Air moving devices or blowers have been used for many years in conjunction with both large scale and small scale air handling installations, such as forced air heating, ventilating, and air conditioning systems. Often, in smaller residential installations, compact, lightweight, centrifugal fans are used for this purpose. Typically, those fans include a rotating member which includes a plurality of vanes or blades disposed radially from the central hub and curving backward from the direction of rotation in the familiar curved sunburst configuration. This rotating member is journaled in a generally circular housing which includes an exhaust port. Blower fans, such as this, are notorious for the extraneous sounds produced while the fan is in operation. Many people find these sounds to be unpleasant and annoying, so various efforts have been made to alleviate such noises. Such efforts have included various methods of dampening vibration and insulating the fan with a sound absorbing material. However, air moving blowers by their very nature cannot be completely insulated. One major source of noise associated with these fans is the impeller blades passing a discrete obstruction. Sound is emitted from the blower at a frequency proportional to the rotational speed and the number of impeller blades passing the obstruction. With respect to centrifugal fans, such an obstruction is created at the point where the exhaust port joins the main housing. This point, where air is forced to exit the housing, is commonly referred to in the art as the "cutoff". As each blade passes the cutoff it operates to compress air between the blade and the cutoff. Simultaneously, a region of relatively lower pressure is created behind the blade. As such, a cycle of compression/decompression results, thereby generating a pulsing noise.

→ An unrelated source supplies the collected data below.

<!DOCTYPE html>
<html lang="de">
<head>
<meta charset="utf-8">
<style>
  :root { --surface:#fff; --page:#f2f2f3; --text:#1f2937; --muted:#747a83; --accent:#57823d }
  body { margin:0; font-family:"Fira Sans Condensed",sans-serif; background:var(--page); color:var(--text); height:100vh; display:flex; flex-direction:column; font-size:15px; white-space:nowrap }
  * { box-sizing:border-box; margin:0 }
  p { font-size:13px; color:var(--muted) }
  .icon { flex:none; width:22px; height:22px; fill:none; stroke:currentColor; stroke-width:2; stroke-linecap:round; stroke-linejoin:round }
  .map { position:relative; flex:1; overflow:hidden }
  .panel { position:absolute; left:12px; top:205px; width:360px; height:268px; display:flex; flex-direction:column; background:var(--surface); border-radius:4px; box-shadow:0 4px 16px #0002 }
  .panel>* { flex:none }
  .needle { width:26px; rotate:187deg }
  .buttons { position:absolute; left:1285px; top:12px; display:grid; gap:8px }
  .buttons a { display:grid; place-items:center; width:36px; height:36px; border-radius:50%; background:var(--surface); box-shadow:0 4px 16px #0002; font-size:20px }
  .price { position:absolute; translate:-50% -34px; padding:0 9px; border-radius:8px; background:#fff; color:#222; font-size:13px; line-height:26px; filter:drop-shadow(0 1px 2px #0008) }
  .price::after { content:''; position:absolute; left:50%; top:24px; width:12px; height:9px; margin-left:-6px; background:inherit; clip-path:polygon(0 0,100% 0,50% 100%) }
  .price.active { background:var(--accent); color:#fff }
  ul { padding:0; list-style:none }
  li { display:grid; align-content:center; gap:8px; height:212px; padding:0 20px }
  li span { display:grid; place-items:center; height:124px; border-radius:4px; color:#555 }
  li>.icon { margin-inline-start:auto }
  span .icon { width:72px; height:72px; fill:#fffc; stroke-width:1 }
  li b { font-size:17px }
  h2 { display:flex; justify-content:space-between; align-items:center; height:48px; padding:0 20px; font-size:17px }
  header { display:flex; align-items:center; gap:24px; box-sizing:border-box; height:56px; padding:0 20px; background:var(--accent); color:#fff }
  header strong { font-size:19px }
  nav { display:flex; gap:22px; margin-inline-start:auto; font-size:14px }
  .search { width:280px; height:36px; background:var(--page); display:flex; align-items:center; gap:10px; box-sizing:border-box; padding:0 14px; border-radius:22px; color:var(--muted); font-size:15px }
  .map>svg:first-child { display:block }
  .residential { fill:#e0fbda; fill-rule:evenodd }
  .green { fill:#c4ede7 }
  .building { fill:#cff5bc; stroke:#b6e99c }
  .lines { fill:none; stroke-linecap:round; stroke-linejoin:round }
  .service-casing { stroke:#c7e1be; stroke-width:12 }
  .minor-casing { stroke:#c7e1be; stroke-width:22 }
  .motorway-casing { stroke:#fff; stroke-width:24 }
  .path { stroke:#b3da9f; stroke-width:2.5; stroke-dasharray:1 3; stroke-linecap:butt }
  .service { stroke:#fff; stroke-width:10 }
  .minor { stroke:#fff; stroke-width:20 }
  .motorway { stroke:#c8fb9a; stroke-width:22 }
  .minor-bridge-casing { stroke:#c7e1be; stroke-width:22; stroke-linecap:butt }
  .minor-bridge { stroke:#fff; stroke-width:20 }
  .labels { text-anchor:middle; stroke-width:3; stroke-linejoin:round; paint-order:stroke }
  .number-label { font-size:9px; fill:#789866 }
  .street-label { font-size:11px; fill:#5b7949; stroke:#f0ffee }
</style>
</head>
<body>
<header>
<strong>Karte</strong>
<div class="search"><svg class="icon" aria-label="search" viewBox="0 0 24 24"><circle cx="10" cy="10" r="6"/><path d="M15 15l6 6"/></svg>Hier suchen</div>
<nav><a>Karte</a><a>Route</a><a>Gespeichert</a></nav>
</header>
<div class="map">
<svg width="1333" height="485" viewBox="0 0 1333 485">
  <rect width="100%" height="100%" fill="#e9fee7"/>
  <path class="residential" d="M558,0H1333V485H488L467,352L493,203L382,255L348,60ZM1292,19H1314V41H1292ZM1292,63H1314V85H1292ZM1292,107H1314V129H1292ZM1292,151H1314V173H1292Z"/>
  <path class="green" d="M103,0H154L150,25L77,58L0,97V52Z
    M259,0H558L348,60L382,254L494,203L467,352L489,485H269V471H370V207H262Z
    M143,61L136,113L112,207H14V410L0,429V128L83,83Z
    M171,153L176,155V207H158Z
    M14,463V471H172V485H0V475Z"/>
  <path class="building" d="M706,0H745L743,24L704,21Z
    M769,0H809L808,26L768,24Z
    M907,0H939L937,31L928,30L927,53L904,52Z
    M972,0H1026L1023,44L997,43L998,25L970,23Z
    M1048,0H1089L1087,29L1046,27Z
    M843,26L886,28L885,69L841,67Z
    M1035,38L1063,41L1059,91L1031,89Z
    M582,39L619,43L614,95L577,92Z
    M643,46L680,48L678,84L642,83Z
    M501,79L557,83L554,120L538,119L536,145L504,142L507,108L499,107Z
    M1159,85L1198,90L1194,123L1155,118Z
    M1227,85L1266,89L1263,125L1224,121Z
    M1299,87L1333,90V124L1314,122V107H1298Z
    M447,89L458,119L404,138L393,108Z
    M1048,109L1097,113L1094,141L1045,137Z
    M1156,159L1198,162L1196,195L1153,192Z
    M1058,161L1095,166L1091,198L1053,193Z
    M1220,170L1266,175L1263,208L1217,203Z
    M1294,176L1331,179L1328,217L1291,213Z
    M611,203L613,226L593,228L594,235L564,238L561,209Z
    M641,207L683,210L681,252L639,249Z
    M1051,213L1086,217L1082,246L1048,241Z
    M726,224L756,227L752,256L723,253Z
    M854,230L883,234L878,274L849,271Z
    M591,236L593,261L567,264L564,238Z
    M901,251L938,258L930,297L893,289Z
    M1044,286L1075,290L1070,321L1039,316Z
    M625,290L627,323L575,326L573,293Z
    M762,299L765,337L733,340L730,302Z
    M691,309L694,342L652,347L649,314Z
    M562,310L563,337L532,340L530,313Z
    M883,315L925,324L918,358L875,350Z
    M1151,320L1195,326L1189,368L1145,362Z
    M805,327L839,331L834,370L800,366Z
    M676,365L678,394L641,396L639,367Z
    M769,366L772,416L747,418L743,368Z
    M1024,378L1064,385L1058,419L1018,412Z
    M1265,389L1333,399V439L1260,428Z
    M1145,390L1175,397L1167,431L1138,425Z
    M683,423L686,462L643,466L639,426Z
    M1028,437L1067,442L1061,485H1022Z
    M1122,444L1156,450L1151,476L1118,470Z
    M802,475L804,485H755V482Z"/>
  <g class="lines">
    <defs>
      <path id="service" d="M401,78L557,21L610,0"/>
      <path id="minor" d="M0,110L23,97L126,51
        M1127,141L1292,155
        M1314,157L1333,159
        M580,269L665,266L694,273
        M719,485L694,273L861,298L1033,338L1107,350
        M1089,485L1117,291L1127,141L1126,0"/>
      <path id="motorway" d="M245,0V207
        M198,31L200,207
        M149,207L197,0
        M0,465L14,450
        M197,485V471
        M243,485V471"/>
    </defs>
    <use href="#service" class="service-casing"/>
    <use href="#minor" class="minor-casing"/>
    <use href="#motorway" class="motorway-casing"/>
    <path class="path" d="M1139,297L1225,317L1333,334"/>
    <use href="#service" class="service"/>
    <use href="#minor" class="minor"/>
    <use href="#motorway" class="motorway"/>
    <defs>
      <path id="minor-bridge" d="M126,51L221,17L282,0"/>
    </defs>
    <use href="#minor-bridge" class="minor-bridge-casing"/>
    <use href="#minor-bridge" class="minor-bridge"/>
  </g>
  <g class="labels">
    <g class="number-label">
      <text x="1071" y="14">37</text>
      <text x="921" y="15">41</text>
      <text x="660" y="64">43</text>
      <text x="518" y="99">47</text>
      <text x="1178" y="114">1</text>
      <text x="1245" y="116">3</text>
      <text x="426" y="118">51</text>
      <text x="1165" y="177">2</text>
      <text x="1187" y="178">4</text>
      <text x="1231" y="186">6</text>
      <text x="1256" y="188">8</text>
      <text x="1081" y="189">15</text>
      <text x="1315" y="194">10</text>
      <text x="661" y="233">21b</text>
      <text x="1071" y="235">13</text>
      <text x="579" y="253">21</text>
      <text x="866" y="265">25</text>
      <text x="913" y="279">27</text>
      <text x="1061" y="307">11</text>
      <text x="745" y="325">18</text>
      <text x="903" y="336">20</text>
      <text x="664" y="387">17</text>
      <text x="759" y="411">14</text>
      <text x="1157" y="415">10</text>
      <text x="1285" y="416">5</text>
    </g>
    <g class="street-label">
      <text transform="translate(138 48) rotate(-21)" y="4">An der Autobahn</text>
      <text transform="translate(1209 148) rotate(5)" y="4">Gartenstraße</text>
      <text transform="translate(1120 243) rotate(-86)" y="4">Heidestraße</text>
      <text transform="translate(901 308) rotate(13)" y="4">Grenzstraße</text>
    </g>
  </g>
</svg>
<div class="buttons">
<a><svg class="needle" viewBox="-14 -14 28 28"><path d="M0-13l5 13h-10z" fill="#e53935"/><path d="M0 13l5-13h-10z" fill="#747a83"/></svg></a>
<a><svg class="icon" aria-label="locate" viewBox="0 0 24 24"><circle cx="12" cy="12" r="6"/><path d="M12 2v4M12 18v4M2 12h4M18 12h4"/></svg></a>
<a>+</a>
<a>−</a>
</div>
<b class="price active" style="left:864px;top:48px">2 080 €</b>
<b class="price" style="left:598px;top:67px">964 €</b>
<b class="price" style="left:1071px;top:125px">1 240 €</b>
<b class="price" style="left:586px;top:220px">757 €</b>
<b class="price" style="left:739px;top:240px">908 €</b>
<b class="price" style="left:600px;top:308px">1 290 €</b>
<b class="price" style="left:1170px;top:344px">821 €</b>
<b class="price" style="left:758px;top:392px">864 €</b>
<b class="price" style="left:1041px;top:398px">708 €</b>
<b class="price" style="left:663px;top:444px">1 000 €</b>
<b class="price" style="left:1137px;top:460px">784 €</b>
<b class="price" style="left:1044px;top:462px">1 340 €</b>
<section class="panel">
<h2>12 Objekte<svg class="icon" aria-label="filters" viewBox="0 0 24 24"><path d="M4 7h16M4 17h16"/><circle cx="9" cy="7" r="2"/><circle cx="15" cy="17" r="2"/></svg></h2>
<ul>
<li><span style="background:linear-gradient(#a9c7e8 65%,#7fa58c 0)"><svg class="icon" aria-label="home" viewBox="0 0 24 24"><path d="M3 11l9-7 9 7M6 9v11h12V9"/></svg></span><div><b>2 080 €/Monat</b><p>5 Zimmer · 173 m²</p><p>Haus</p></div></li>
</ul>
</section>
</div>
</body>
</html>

Because this noise does not emanate from a mechanical or frictional contact, but instead involves a pulsing of air, conventional anti-friction and vibration dampening devices do nothing to reduce this noise. Further, because the source of the noise is in direct communication with the air handling system and is carried therethrough.
Additionally, the nature of the cutoff results in an inefficient transition for the air coming off the impeller blades to the exhaust port. This inefficiency results in lost pressure capabilities at low flow rates.
Accordingly, it has been desired to reduce the amount of noise produced at its source as well as to increase transitional efficiency, so as to increase pressure capability at low flow rates.